Some programs give you a wide berth, allowing you the luxury of two years from the issue date to use your companion ticket. More often, the pass may be valid for a year from the date it’s issued, or for the rest of a calendar year, through the next card renewal date.
Complimentary companion tickets can be a win-win deal for both card members and their chosen travel buddy. Still, many come with a few caveats that may not be top of mind when you’re booking your trip.
- Blackout dates: Some airline credit cards have no blackout restrictions, allowing you to fly any time, while others apply blackout dates. If companion passes can’t be redeemed on your preferred travel dates, it might put a dent in your plans.
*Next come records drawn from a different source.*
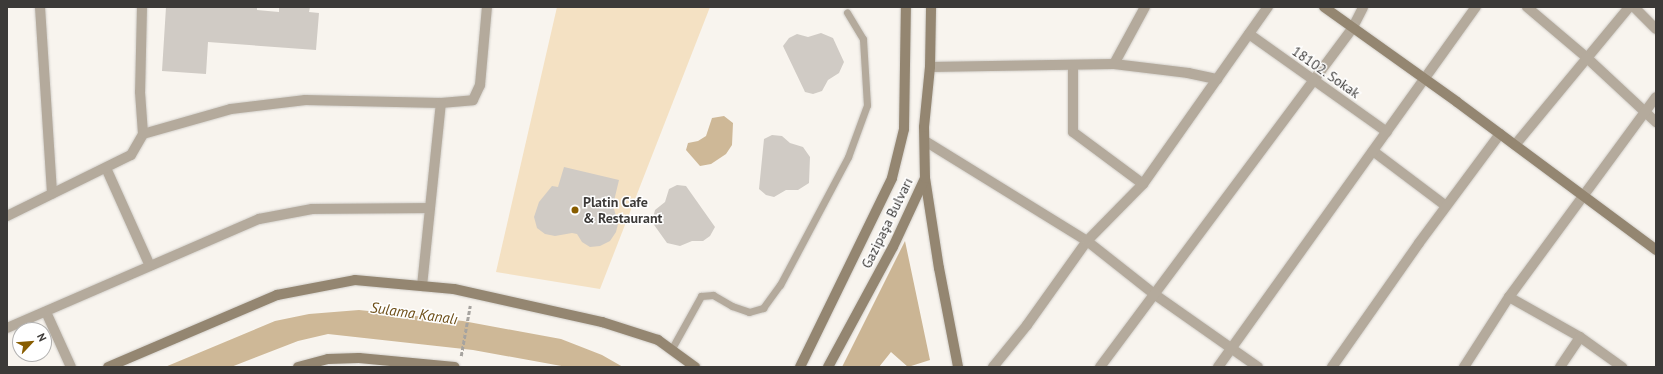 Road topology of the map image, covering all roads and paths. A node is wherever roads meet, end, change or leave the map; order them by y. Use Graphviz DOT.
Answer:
graph roads {
  1 [pos="40,7"];
  2 [pos="142,7"];
  3 [pos="487,7"];
  4 [pos="906,7"];
  5 [pos="931,7"];
  6 [pos="1145,7"];
  7 [pos="1268,7"];
  8 [pos="1324,7"];
  9 [pos="1363,7"];
  10 [pos="1476,7"];
  11 [pos="1527,7"];
  12 [pos="1629,7"];
  13 [pos="1634,7"];
  14 [pos="847,12"];
  15 [pos="1353,27"];
  16 [pos="1656,29"];
  17 [pos="1249,34"];
  18 [pos="1586,57"];
  19 [pos="1114,64"];
  20 [pos="1073,65"];
  21 [pos="930,67"];
  22 [pos="1217,79"];
  23 [pos="1426,79"];
  24 [pos="1314,80"];
  25 [pos="1656,97"];
  26 [pos="441,103"];
  27 [pos="1644,113"];
  28 [pos="1656,122"];
  29 [pos="1387,132"];
  30 [pos="143,134"];
  31 [pos="1500,134"];
  32 [pos="925,141"];
  33 [pos="1515,144"];
  34 [pos="1373,152"];
  35 [pos="106,168"];
  36 [pos="925,178"];
  37 [pos="1143,184"];
  38 [pos="52,194"];
  39 [pos="1584,196"];
  40 [pos="1446,206"];
  41 [pos="430,208"];
  42 [pos="7,216"];
  43 [pos="1087,241"];
  44 [pos="1656,250"];
  45 [pos="150,266"];
  46 [pos="422,286"];
  47 [pos="1154,294"];
  48 [pos="1509,297"];
  49 [pos="46,312"];
  50 [pos="468,316"];
  51 [pos="7,328"];
  52 [pos="1580,337"];
  53 [pos="1231,347"];
  54 [pos="671,350"];
  55 [pos="463,353"];
  56 [pos="71,367"];
  57 [pos="108,367"];
  58 [pos="298,367"];
  59 [pos="454,367"];
  60 [pos="695,367"];
  61 [pos="800,367"];
  62 [pos="828,367"];
  63 [pos="958,367"];
  64 [pos="993,367"];
  65 [pos="1100,367"];
  66 [pos="1218,367"];
  67 [pos="1258,367"];
  68 [pos="1332,367"];
  69 [pos="1464,367"];
  70 [pos="1560,367"];
  71 [pos="1622,367"];
  1 -- 38 [label="street"];
  2 -- 30 [label="street"];
  3 -- 26 [label="street"];
  4 -- 61 [label="street, Gazipaşa Bulvarı"];
  5 -- 21 [label="street, Gazipaşa Bulvarı"];
  6 -- 19 [label="street"];
  7 -- 17 [label="street"];
  8 -- 15 [label="street"];
  9 -- 15 [label="street"];
  10 -- 23 [label="street"];
  11 -- 18 [label="street"];
  12 -- 18 [label="street"];
  13 -- 16 [label="street"];
  14 -- 54 [label="lane"];
  15 -- 23 [label="street"];
  15 -- 24 [label="street"];
  17 -- 22 [label="street"];
  17 -- 24 [label="street, 18102. Sokak"];
  18 -- 27 [label="street"];
  18 -- 33 [label="street"];
  19 -- 20 [label="street"];
  19 -- 22 [label="street"];
  20 -- 21 [label="street"];
  20 -- 37 [label="street"];
  21 -- 32 [label="street, Gazipaşa Bulvarı"];
  22 -- 37 [label="street"];
  23 -- 29 [label="street"];
  23 -- 31 [label="street"];
  24 -- 29 [label="street, 18102. Sokak"];
  24 -- 47 [label="street"];
  25 -- 27 [label="street"];
  26 -- 30 [label="street"];
  26 -- 41 [label="street"];
  27 -- 28 [label="street"];
  27 -- 39 [label="street"];
  29 -- 34 [label="street"];
  30 -- 35 [label="street"];
  31 -- 33 [label="street"];
  31 -- 40 [label="street"];
  32 -- 36 [label="street, Gazipaşa Bulvarı"];
  32 -- 43 [label="street"];
  33 -- 39 [label="street"];
  34 -- 40 [label="street"];
  34 -- 53 [label="street"];
  35 -- 38 [label="street"];
  35 -- 45 [label="street"];
  36 -- 62 [label="street, Gazipaşa Bulvarı"];
  36 -- 63 [label="street"];
  37 -- 43 [label="street"];
  38 -- 42 [label="street"];
  39 -- 44 [label="street"];
  39 -- 48 [label="street"];
  40 -- 68 [label="street"];
  41 -- 45 [label="street"];
  41 -- 46 [label="street"];
  43 -- 47 [label="street"];
  43 -- 64 [label="street"];
  45 -- 49 [label="street"];
  46 -- 54 [label="street"];
  46 -- 57 [label="street"];
  47 -- 53 [label="street"];
  47 -- 65 [label="street"];
  48 -- 52 [label="street"];
  48 -- 69 [label="street"];
  49 -- 51 [label="street"];
  49 -- 56 [label="street"];
  50 -- 55 [label="path"];
  52 -- 70 [label="street"];
  52 -- 71 [label="street"];
  53 -- 66 [label="street"];
  53 -- 67 [label="street"];
  54 -- 60 [label="street"];
  58 -- 59 [label="street"];
}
- Upgrades with restrictions: Multiple airline credit card programs allow you to move your award ticket up one class, say, from coach to first class. Depending on the airline, you might be able to upgrade your ticket and your companion’s. But it’s likely you’ll both need to be members of the airline’s loyalty program.
- Cancellation policies: Oftentimes you can change your destination and dates for both tickets. Cancellations may be trickier and depend on the airline. Some airlines let you cancel your itinerary, with the funds funneled back into your account and a new certificate issued within a week or two. With others, cancellations mean you’ll forfeit your companion ticket – so be sure to read the fine print.
Free companion tickets are a bona fide perk of being an airline credit card member. While they’re not totally free – taxes and fees are always attached – they can lower the cost of a second seat dramatically. To get the most out of your almost-free guest ride, it pays to understand the ins and outs of how they work, from qualifying for a pass to expiration dates, restrictions, and cancellation policies.